■ Prompt ■
Where a line of the material includes the string "hand", copy that line.

■ Source data ■
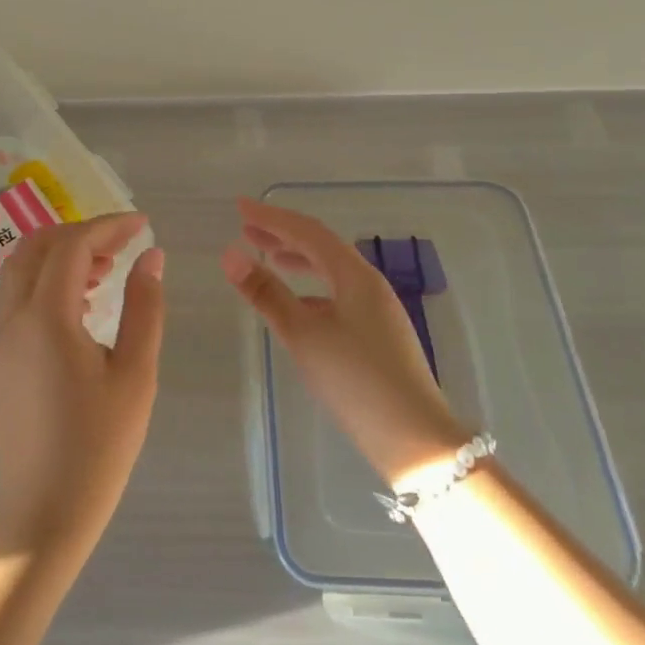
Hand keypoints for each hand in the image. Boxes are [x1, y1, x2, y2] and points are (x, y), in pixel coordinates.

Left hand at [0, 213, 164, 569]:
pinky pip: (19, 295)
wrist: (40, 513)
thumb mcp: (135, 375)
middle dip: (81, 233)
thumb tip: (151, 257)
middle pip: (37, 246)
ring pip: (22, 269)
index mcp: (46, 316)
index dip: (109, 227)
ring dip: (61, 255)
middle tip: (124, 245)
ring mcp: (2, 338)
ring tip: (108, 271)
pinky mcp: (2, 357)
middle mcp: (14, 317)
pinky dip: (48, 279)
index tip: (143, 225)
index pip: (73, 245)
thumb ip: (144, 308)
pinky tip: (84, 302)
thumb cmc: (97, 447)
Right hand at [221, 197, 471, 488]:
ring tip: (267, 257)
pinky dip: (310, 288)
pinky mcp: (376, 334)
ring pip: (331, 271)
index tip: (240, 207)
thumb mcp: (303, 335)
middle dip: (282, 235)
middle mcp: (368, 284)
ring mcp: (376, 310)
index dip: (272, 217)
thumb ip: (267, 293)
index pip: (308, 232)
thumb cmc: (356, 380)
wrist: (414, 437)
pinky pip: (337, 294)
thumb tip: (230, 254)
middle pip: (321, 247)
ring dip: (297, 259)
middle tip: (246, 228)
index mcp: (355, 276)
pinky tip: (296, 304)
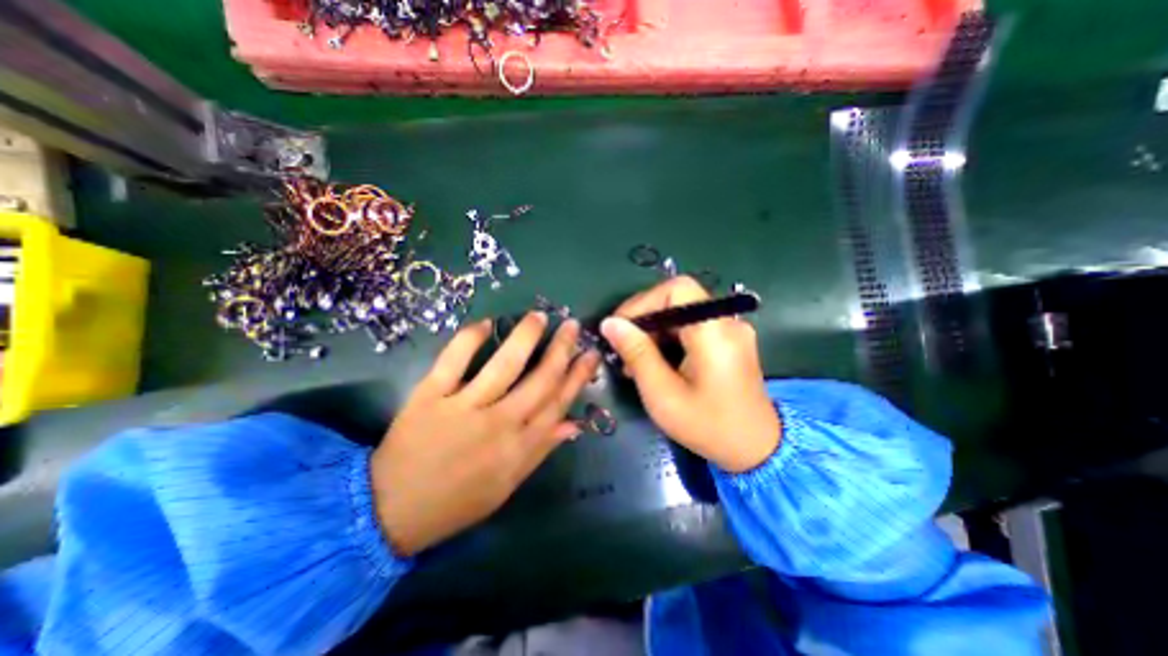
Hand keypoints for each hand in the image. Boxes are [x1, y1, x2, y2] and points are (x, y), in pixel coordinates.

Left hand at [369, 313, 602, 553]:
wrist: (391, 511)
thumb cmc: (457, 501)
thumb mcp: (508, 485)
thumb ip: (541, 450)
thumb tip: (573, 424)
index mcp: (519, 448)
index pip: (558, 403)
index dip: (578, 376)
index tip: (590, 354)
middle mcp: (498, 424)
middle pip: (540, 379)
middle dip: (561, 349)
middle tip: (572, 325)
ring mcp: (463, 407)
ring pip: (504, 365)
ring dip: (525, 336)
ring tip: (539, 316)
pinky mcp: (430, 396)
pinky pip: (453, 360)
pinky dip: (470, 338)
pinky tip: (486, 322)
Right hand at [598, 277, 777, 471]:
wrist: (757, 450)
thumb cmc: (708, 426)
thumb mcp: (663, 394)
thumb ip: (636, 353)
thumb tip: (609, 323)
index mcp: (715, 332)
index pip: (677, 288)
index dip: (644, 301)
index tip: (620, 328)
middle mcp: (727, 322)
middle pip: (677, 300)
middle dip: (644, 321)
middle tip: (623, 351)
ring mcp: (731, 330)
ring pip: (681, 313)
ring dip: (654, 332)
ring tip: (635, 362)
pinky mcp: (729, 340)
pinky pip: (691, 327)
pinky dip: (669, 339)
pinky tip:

■ Task answer ■
Hand keypoints for each hand in the image. Boxes are [x1, y1, x2, y2] and points are (x, y), in pixel coordinates.
Left hand at [0, 213, 164, 569]:
Right hand at [221, 197, 471, 488]:
Hand keypoints for each hand in the image. Boxes are [x1, y1, x2, y2] and points are (x, y), in pixel coordinates.
Left hand at [369, 313, 602, 553]:
Right hand at [598, 277, 777, 471]:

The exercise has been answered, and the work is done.